FC Barcelona w minionym tygodniu najpierw odpadła z Ligi Mistrzów. Spowodowała to porażka 1:4 z Paris Saint-Germain w rewanżowym meczu ćwierćfinałowym. Zawód był duży, bowiem w Paryżu to Barca wygrała 3:2, a w drugim meczu prowadziła 1:0.
W niedzielę z kolei na Santiago Bernabeu w Madrycie Duma Katalonii przegrała po kapitalnym meczu z Realem Madryt 2:3. Wynik taki oznacza, że podopieczni Xaviego praktycznie stracili szanse na obronę mistrzowskiego tytułu.
ZOBACZ WIDEO: 6 lat, a już czaruje. Zobacz, co potrafi syn reprezentanta Polski
Przegrana z PSG była pierwszym wstrząsem, a burzę swoimi wypowiedziami rozpętał Ilkay Gundogan (-->> TUTAJ). Teraz media na tapet wzięły Roberta Lewandowskiego, który tak w Champions League, jak i w El Clasico był niewidoczny. Zresztą w Madrycie opuścił boisko już w 64. minucie.
"Przeszedł całkowicie niezauważony. Przeciwko PSG miał 90 minut, aby coś zmienić, ale tego nie zrobił. W El Clasico Xavi nie chciał dać więcej szans 'Lewemu', który również nie pokazał, jakim piłkarzem był w Bayernie Monachium" - można przeczytać w "El Nacional".

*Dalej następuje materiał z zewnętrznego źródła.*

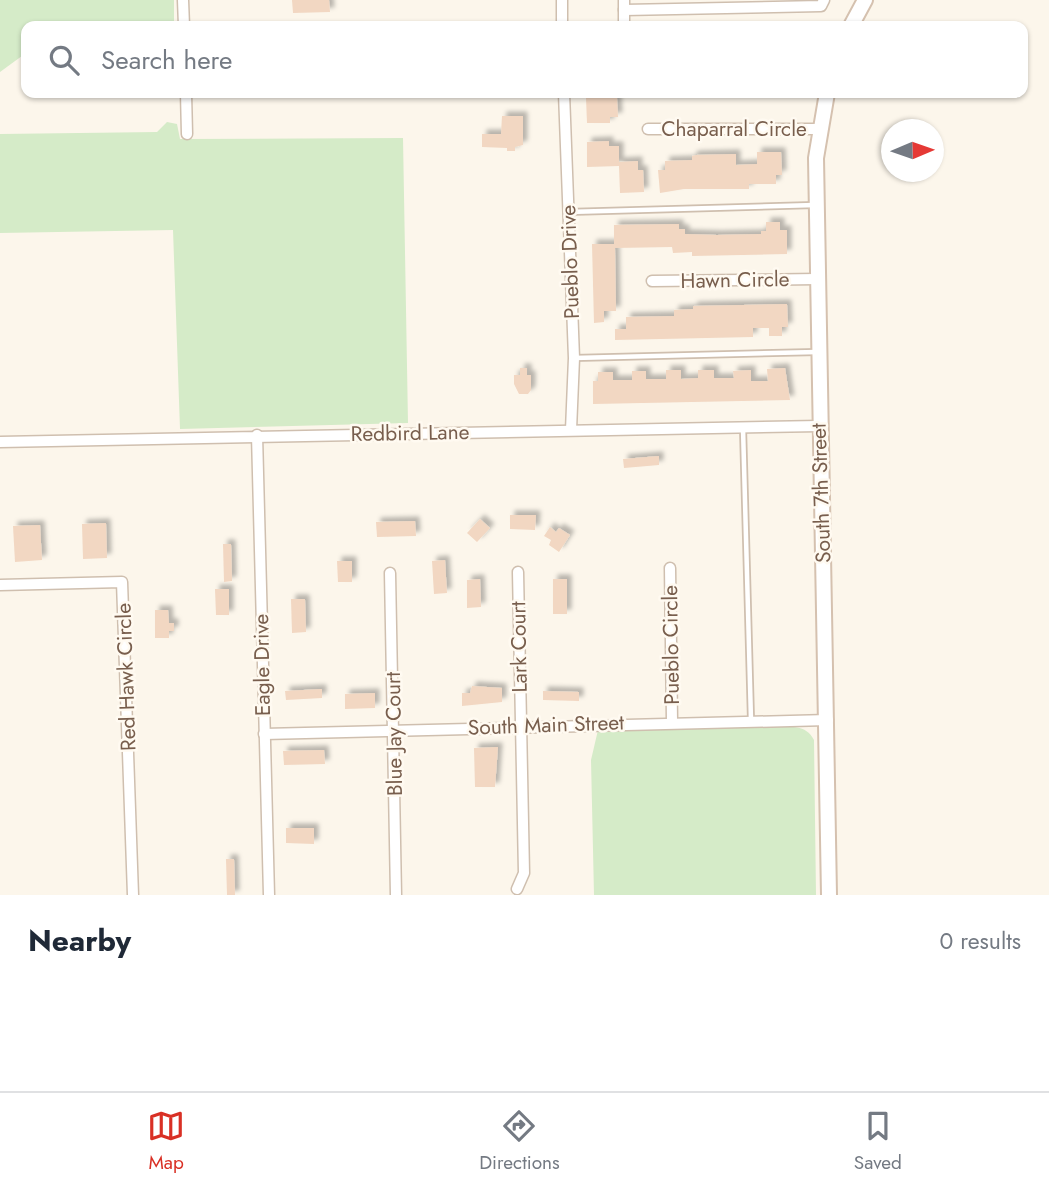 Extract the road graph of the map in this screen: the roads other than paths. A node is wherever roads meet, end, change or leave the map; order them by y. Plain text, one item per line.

Dziennik dodał, że wizerunek Polaka po tych dwóch występach został mocno podważony. Zaczęto się zastanawiać, czy jest odpowiednią osobą, wokół której zbudowano zespół, który miał sięgać po kolejne sukcesy. "W najbliższym otoczeniu szatni wywołało to dyskusję na temat prawdziwej zdolności Lewandowskiego do poprowadzenia projektu zbudowanego pod to, żeby zdobywać tytuły" - piszą Katalończycy.
Występ "Lewego" w Gran Derbi - według "El Nacional" - cechował się nieobecnością. Czego innego oczekiwali od niego koledzy z drużyny. Zdaniem katalońskiego dziennika mieli oni pretensje do Polaka.
"Jego nieobecność w El Clasico wywołała złość kilku kolegów, którzy uważają, że w tego typu sytuacji Polak powinien zrobić krok do przodu i wykazać się jako lider, skoro tyle mu się płaci" - dodano w tekście.
Kapitan reprezentacji Polski nie ma dobrej prasy w ostatnich dniach, ale po takich występach można było się tego spodziewać. "Lewy" jest największą gwiazdą Barcy, a w dwóch kluczowych spotkaniach zagrał poniżej oczekiwań.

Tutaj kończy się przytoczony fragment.